S=$\sum_n\ln(-i\omega_n+\epsilon)=\sum_n\ln(i\omega_n-\epsilon)+C$

(usually this is an action and the constant is irrelevant. This transform is unneccessary just for convenient)

$=\mathrm{Res}\left\{\ln(z-\epsilon)g(z)\right\}$

when $g(z)$ is what you've mentioned. Then the problem is to evaluate this integral.
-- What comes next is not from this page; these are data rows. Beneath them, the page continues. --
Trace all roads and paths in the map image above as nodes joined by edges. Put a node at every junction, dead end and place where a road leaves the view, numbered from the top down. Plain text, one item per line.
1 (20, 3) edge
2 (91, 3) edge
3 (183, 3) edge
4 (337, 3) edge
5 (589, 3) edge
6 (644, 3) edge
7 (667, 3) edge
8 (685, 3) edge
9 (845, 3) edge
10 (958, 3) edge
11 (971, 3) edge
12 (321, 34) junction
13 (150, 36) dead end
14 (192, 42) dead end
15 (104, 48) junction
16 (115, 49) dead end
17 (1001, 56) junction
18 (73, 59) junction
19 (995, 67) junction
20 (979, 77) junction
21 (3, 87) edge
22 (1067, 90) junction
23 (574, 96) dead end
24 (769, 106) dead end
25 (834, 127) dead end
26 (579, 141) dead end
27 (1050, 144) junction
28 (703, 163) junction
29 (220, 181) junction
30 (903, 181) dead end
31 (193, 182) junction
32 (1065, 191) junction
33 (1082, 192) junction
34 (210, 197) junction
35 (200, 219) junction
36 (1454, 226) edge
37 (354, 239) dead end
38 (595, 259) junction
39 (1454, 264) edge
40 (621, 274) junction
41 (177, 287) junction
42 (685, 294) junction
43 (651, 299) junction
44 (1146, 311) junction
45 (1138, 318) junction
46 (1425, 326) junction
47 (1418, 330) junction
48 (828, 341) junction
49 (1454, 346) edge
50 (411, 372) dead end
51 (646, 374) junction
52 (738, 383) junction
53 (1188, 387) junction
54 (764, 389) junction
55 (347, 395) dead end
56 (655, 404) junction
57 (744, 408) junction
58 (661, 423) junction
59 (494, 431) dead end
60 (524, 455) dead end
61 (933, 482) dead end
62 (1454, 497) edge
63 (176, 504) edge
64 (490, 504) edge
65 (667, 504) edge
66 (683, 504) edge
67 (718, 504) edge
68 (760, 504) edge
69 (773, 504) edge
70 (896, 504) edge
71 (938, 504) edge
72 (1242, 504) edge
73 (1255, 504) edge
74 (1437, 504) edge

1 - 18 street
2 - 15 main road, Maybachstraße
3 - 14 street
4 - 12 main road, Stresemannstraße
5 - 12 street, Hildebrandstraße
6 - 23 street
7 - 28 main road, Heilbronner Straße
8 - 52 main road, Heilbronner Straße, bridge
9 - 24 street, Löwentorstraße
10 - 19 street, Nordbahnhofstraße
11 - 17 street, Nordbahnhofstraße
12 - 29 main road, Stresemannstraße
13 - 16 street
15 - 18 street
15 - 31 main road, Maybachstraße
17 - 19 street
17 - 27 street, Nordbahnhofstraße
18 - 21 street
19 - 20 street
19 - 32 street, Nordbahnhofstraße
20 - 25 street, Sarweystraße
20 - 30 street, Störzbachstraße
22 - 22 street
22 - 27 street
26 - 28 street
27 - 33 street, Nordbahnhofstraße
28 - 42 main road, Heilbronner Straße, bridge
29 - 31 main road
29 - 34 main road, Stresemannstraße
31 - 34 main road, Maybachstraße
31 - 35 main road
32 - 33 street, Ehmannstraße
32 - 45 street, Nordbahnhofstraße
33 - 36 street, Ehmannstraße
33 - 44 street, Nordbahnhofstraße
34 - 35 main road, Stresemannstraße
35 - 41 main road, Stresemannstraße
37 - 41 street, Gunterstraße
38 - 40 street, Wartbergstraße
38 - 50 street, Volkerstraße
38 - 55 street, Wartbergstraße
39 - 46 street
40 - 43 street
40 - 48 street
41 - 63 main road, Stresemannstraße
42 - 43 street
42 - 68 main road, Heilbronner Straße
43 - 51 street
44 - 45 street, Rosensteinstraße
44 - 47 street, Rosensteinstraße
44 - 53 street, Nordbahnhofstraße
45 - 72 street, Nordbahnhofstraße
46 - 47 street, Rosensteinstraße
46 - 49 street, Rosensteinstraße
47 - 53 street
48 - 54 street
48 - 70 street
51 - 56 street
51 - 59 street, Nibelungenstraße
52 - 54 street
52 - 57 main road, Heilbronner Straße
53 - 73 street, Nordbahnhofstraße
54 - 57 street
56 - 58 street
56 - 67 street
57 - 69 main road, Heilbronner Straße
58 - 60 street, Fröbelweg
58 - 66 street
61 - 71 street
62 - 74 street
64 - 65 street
We could select the branch cut as $(-\infty,\epsilon)$ and the contour $-\infty+i\delta\to\epsilon\to(small\;circle\;around\;\epsilon)\to\epsilon\to-\infty-i\delta\to(circle\;in\;infinte\;distant)$ and $$S=\frac{1}{2\pi i}\int_C\ln(z-\epsilon)g(z)=\frac{1}{2\pi i}\int_{-\infty}^{\infty}(\ln(z^+-\epsilon)-\ln(z^--\epsilon))g(z)$$ using $g(z)=\xi\partial_z\ln(1-\xi e^{-\beta z})$ and integrate by part $$S=-\frac{\xi}{2\pi i}\int_{-\infty}^{\infty}\ln(1-\xi e^{-\beta\epsilon})\left(\frac{1}{z+i\delta-\epsilon}-\frac{1}{z-i\delta-\epsilon}\right)$$ and the relation $\lim_{\delta\to0}\frac{1}{x+i\delta}=\frac{1}{x}-i\pi\delta(x)$ we could get the result.

Reference: Altland,Simons Condense Matter Field Theory

Answer 3

One possible approach is writing the sum of logs as a log of product and using the formulas for infinite products in Gradshtein and Ryzhik.